For many years it was thought that marijuana led to hypoglycemia, a lowering of the blood sugar. While that sounded like a reasonable enough explanation, there was no evidence to prove it. The Boston University experiments of Weil and Zinberg laid that myth to rest, presumably to the embarrassment of the American Medical Association, which had declared it to be true only a year earlier.
Looking back on the experiments, Andrew Weil recalls his own skepticism about the alleged connection between marijuana and blood sugar levels. "If blood sugar drops seriously enough to cause a hunger for sweets," he recalls thinking, "there are probably going to be a lot of other symptoms as well. So I tried to trace back the laboratory findings supporting the link, and much to my amazement, I discovered that there weren't any. That turned out to be quite typical of those days; there were many statements in the literature, and you'd go to check them out, only to discover that nobody had done the experiments. One textbook would copy it from another textbook, entirely without evidence."
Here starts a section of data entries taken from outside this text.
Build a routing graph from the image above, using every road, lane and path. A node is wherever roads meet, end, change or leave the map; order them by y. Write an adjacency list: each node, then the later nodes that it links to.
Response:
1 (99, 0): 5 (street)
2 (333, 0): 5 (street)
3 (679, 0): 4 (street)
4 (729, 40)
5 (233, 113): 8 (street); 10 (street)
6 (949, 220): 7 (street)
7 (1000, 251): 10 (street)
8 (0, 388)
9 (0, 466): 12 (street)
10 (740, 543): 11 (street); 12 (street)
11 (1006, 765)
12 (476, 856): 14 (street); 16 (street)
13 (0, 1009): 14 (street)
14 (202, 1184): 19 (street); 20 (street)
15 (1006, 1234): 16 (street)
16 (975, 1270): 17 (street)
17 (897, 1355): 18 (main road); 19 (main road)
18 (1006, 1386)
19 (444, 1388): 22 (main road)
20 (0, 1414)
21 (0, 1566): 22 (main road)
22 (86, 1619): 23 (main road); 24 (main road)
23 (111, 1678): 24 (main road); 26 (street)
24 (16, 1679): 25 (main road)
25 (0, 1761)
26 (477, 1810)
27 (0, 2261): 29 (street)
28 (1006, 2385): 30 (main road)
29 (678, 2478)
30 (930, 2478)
Marijuana smokers often claim they will eat anything when they are high, and there are tales of famished smokers devouring whole loaves of bread (to say nothing of cakes and pies) when nothing else is around. One woman says she sometimes eats fistfuls of brown sugar, while another tells of pouring chocolate syrup over a bowl of natural cereal, but only, she assured me, "in an emergency." People who are high on marijuana tend to show a marked preference for sweet foods and beverages, particularly such items as ice cream and candy. Indeed, many smokers who are otherwise sensitive to matters of health and nutrition will indulge in junk food after smoking marijuana. This phenomenon is commonly known as "getting the munchies." A high school girl in the Midwest writes that "at this stage a person eats everything in sight and experiences no gain in weight." The truth, alas, is less benign, and one of the most often-cited reasons for giving up marijuana is that it has led the smoker to gain too much weight. (At the same time, the fact that marijuana is in itself free of calories has been a factor in leading some relatively older users to switch to it from the more fattening drug, alcohol.)